"...the crisis facing local governments is not fiscal. It's the choices we make to address the fiscal challenges."
"States and cities have deep structural problems that will not go away just because the country is coming out of the recession that started in 2008." - Volcker-Ravitch Report
Recently, the PEW Charitable Trusts published Recovering from Volatile Times: The Ongoing Financial Struggles of America's Big Cities through their American Cities Project. The findings of this analysis are explored in detail in PEW's report, but briefly:
- 18 of 30 cities saw government revenue fall between 2011 and 2012, double the number from 2010 to 2011. In 2012, eight cities recorded their lowest level of revenue since the start of the recession.
- 4% average decline in property tax and government aid across the 30 cities between 2011, 2012
- 10 of 30 cities had recovered their prerecession revenue peak by 2012
- Four of the nine cities that had surpassed their pre-downturn revenue peak in 2011 fell back below that level again in 2012.
- 17 of 30 cities increased overall operational spending and 18 of 30 cities increased reserves in 2012
In January 2014, the New York Times recently reported on the release of the Volcker-Ravitch report in their article Task Force Urges Local Governmens to Stop Obscuring Fiscal Troubles. The State Budget Crisis Task Force released its final report, calling for an end to the longstanding practice of using one-offs and opaque accounting methods that make budgets appear balanced even when fiscal problems are worsening. "Local governments must stop using budget gimmicks that obscure the true extent of their money problems." The task force was led by a former chairman of the Federal Reserve Board, Paul A. Volcker, and a former New York lieutenant governor, Richard Ravitch, who have warned that states and cities have deep structural problems that will not go away just because the country is coming out of the recession that started in 2008.
Now, so many of us who "are in the business" of trying to balance budgets, understand and appreciate the dangers and fallacies of applying budget gimmicks. But then, why do these practices still prevail? Why do many resort to these types of solutions knowing they deny transparency, mask problems at worst, and at best, trick decision-makers into a false sense of security? Perhaps at least part of the answer is that it's difficult to conceive of any other way to solve the financial problems of the day - perhaps, for lack of another solution, budget tricks are the best solutions we have? For as fundamentally sound and true and correct as the Volcker and Ravitch report is, it's most significant achievement is pointing out where government is falling short. This begs the next question: what can be done to fix these pressing problems?
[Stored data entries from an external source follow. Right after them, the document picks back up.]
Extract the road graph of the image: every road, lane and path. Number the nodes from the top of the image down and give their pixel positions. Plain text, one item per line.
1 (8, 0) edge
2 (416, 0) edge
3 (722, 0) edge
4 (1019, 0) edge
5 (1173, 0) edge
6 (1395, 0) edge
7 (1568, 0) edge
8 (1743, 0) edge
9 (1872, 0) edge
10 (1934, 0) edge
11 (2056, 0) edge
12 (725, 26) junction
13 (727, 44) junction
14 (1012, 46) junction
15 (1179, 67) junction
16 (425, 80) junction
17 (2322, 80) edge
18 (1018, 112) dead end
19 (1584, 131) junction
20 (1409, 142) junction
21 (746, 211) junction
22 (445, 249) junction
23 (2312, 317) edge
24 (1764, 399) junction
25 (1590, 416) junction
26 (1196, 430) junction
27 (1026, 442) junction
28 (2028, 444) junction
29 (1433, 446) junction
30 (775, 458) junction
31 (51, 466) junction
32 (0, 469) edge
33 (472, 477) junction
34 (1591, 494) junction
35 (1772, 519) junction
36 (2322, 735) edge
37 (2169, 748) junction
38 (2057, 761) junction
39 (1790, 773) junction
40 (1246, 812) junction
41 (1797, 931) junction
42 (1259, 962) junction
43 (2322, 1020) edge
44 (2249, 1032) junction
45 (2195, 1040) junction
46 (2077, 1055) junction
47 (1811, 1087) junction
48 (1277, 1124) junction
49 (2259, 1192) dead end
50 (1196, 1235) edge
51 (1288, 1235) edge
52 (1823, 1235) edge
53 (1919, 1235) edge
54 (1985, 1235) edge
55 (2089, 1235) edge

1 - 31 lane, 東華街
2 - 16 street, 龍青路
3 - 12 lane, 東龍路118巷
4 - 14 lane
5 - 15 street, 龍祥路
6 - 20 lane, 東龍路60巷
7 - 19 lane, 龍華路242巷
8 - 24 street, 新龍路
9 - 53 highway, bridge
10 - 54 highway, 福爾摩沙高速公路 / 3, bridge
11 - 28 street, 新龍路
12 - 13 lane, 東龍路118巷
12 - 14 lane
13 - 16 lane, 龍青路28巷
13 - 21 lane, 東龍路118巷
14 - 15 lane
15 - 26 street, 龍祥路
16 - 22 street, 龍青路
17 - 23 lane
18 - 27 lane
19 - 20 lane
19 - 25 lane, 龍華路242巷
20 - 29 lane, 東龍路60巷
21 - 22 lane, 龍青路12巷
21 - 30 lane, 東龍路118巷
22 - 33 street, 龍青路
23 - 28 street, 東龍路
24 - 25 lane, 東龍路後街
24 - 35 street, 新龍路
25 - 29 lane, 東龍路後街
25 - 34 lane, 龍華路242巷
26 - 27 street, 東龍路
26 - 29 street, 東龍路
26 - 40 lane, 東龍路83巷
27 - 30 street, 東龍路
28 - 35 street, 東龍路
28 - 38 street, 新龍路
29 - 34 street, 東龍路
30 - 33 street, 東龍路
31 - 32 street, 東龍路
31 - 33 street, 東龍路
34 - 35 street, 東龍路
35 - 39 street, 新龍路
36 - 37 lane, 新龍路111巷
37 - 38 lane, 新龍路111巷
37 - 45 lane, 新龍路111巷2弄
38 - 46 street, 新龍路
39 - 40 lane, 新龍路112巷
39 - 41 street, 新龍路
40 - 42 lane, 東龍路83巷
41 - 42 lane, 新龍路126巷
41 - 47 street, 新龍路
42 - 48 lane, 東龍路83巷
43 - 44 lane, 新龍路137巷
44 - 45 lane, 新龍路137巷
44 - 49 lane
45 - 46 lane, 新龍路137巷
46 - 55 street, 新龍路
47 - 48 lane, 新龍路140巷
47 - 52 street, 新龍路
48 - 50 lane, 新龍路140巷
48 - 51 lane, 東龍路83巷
A new paradigm is required - a "New Wave" in local government Fiscal Health.
The Crisis is Not FiscalIn part due to the recession that started in 2008, and in part to attempt a departure from the exact same types of practices outlined by Volcker and Ravitch, CPBB co-founders Chris Fabian and Jon Johnson published their first local government fiscal health and prioritization report Getting Your Priorities Straight in ICMA's PM Magazine. This paper was published prior to the existence of the Center for Priority Based Budgeting.
During this time, Jon and Chris both worked for Jefferson County, Colorado as Budget Director and Internal Business Consultant respectively. It was at Jefferson County where Jon and Chris had first started to conceive of the creative and innovative concepts of Fiscal Health and Wellness through Priority Based Budgeting.
As if predicting the New Wave, in Getting Your Priorities Straight the authors emphasize the point that the recession isn't the only driver causing local government fiscal challenges. They state, "why do local government professionals believe that this is the crisis? What assumptions do we hold so firmly and that so calcify our thinking to convince us that changing fiscal conditions represent our crisis? Would higher revenues and lower expenses allow us to operate crisis free? Or does the true crisis exist when, despite our fiscal realities, we don’t focus on those priorities and objectives that ensure the success of our communities?"
The authors went one step further, and just like Volcker and Ravitch, made a critical leap: the crisis facing local government is not fiscal. It's the choices we make to address the fiscal challenges. Volcker and Ravitch make the same argument when observing that the end of the recession alone will not result in better financial management.
In Reengineering the Corporation, Michael Hammer writes that organizations suffer from “inflexibility, unresponsiveness, the absence of customer focus, an obsession with activity rather than result, bureaucratic paralysis, lack of innovation, and high overhead.” Why?
“If costs were high, they could be passed on to customers. If customers were dissatisfied, they had
Perhaps the biggest concern we face is not a fiscal crisis. Fiscal trends and conditions are by and large out of our control and simply represent a reality with which we need to cope. The real crisis on our hands is whether our organizations have the capabilities to address current fiscal realities and still meet the objectives of government and the expectations of our constituents.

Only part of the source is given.